第41話 勇者の実力
聖剣グラムを構えたルナの身体が青白い光に包まれる。以前は純白だったと記憶している。もしかするとデミゴッド化の影響かも知れない。
動いたのはポレートからだ、無数のダークバレットをルナに放つ。魔法をチョイスしたのは魔法師団団長だからだろうか。
だがルナがグラムを振るうと、ダークバレットは全て打ち消された。剣圧だけで攻撃を無効化出来るルナの方が、僕よりよっぽどチートだ。
ポレートはダークバレットのみならず、様々な魔法をルナに放つも、全てグラムの剣圧で打ち消された。
業を煮やしたポレートは、牛頭マッチョになったその身体を活かし、ルナに襲い掛かる。グラムと打ち合うことが出来るのは、ポレートが四肢に魔力を纏わせているからだ。
もし、ミノタウロスが魔力操作できたなら、これほどの強敵になる事が分かった。奴らの頭が牛でよかった。
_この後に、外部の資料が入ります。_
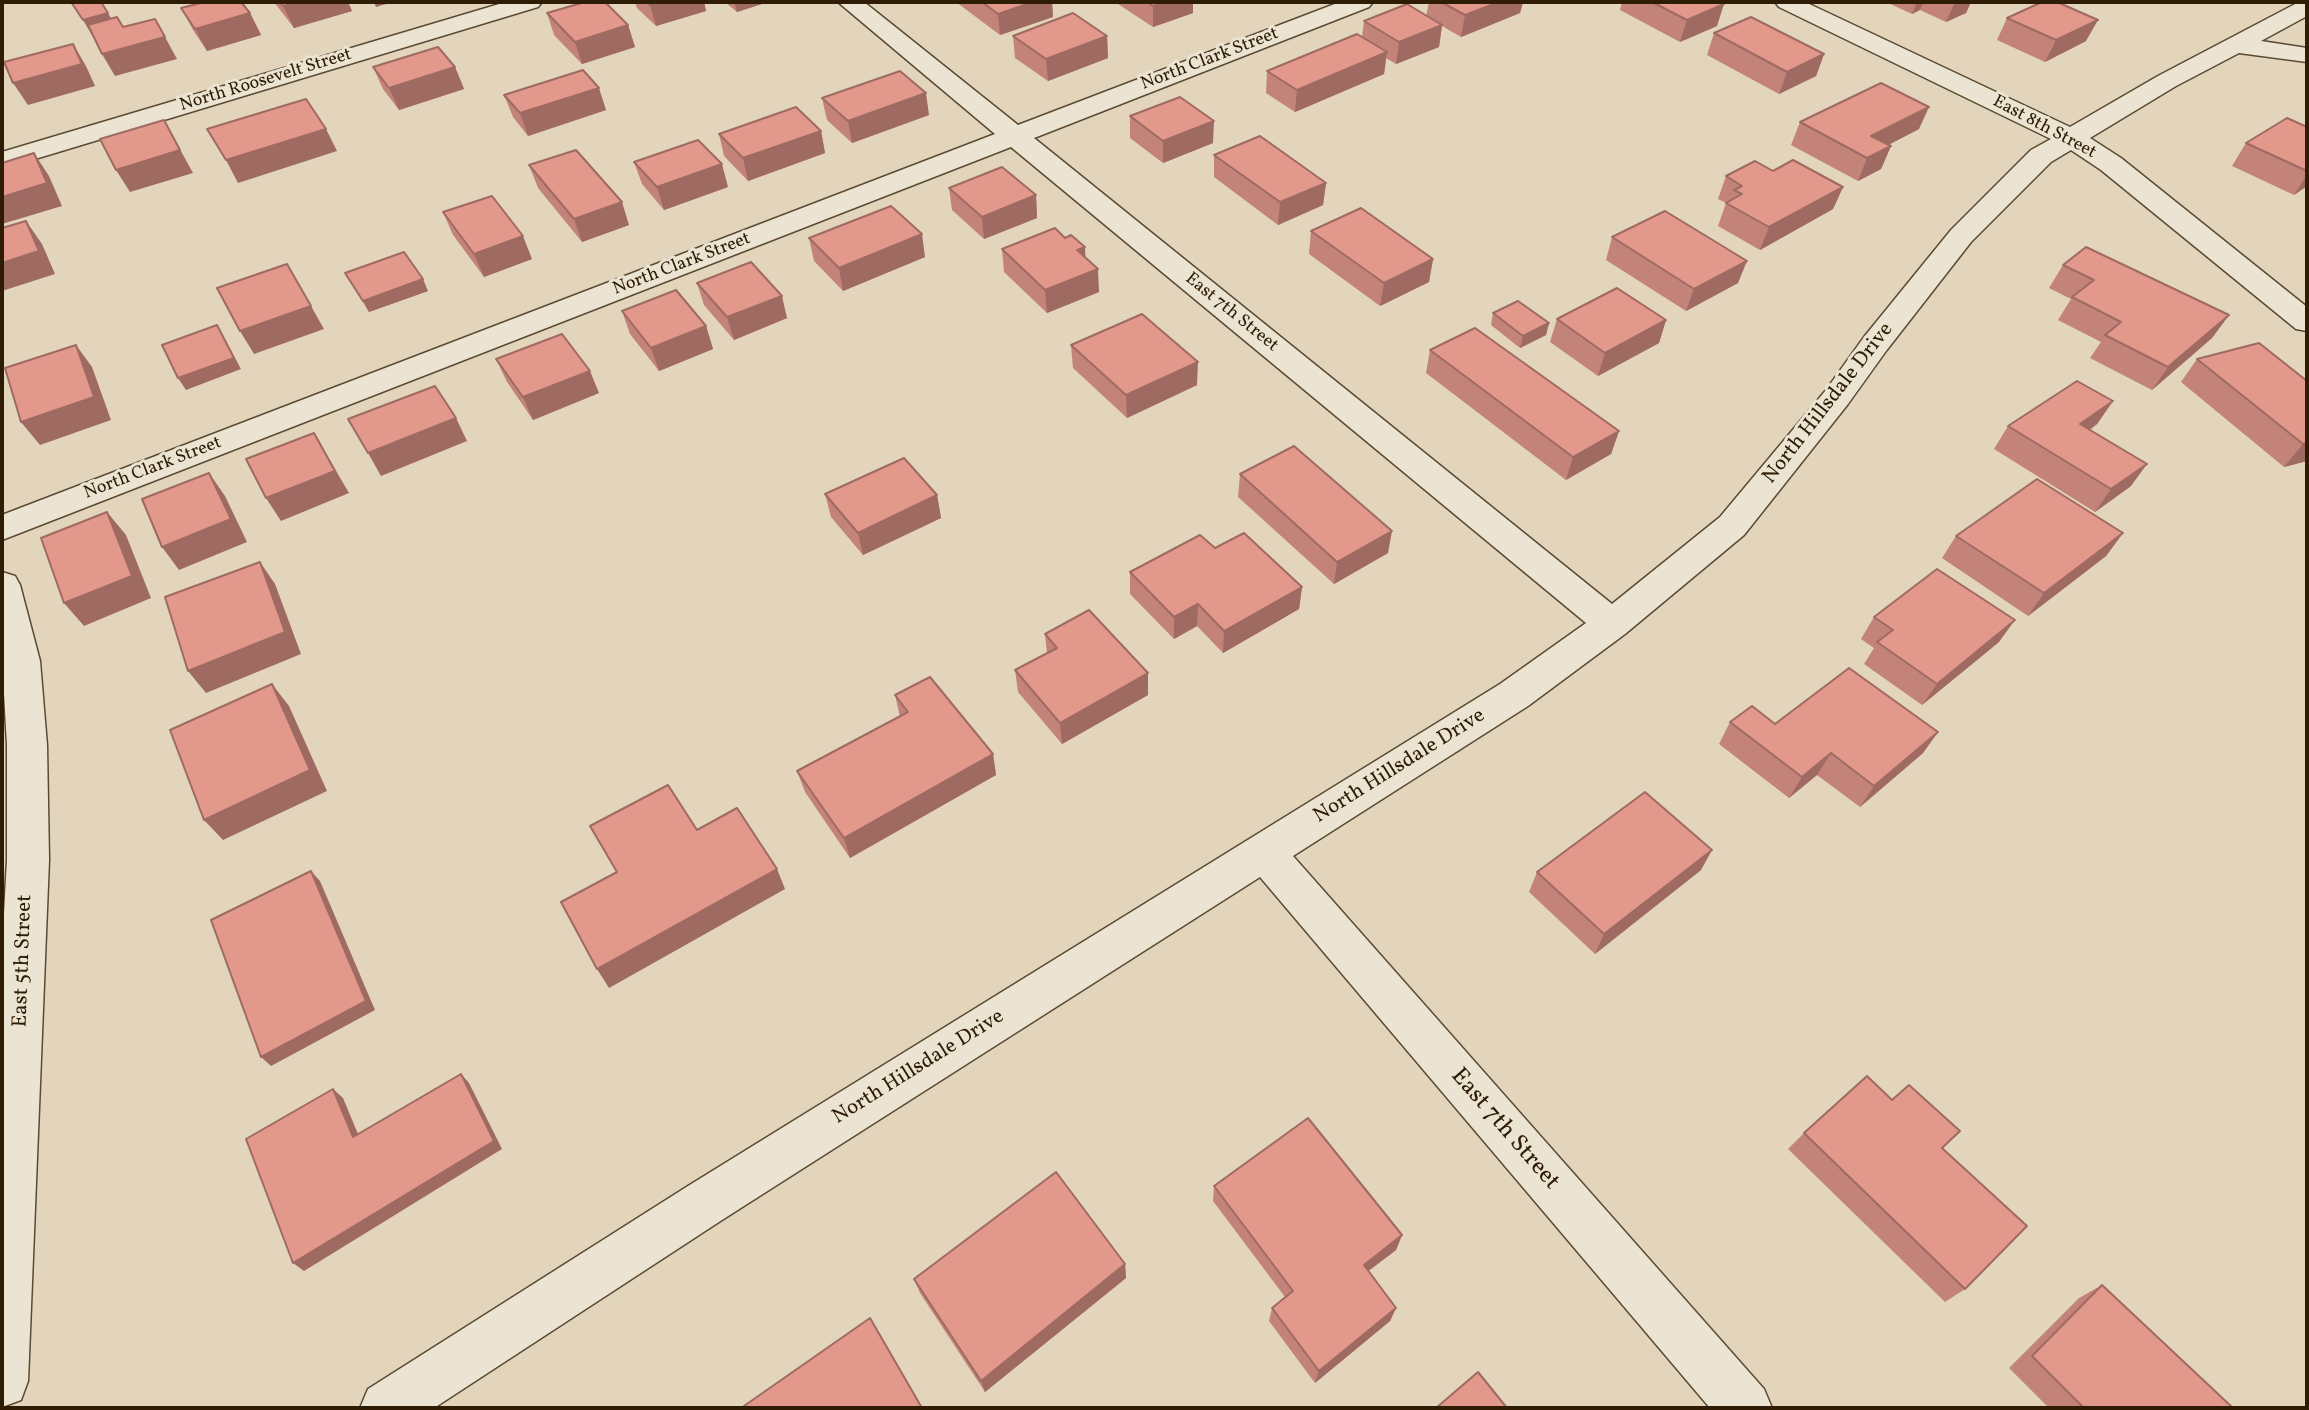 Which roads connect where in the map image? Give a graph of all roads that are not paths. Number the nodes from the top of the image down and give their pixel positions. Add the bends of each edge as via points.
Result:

それを危なげなく凌ぐルナ。凄いの一言だ。ヒリヒリする様な攻防が暫く続いた。
「ルナァァァァァ!」
「本当に何なのよ!」
戦いに変化が出始めた。ルナが徐々に押し始めたのである。
「くそ!くそ!くそぉぉぉ!」
ポレートが逆上している為か、戦いが雑になって来たのだ。逆にルナの攻撃は面白いように当たる。戦いに冷静さを欠いてはいけない。
「くそぉぉぉ!もういい!全て消えてしまえ!」
ポレートはそう叫ぶと魔力を急激に高めはじてた。しかし、これだけの魔力をポレートがコントロール出来るとは思えない。これはもしかして……
「ルナ!自爆だ!」
「分かってるわ!」
ポレートの自爆を分かった上で対処法を考えているルナ、どこまでも冷静だ。しかし、時間はあまり残されていない。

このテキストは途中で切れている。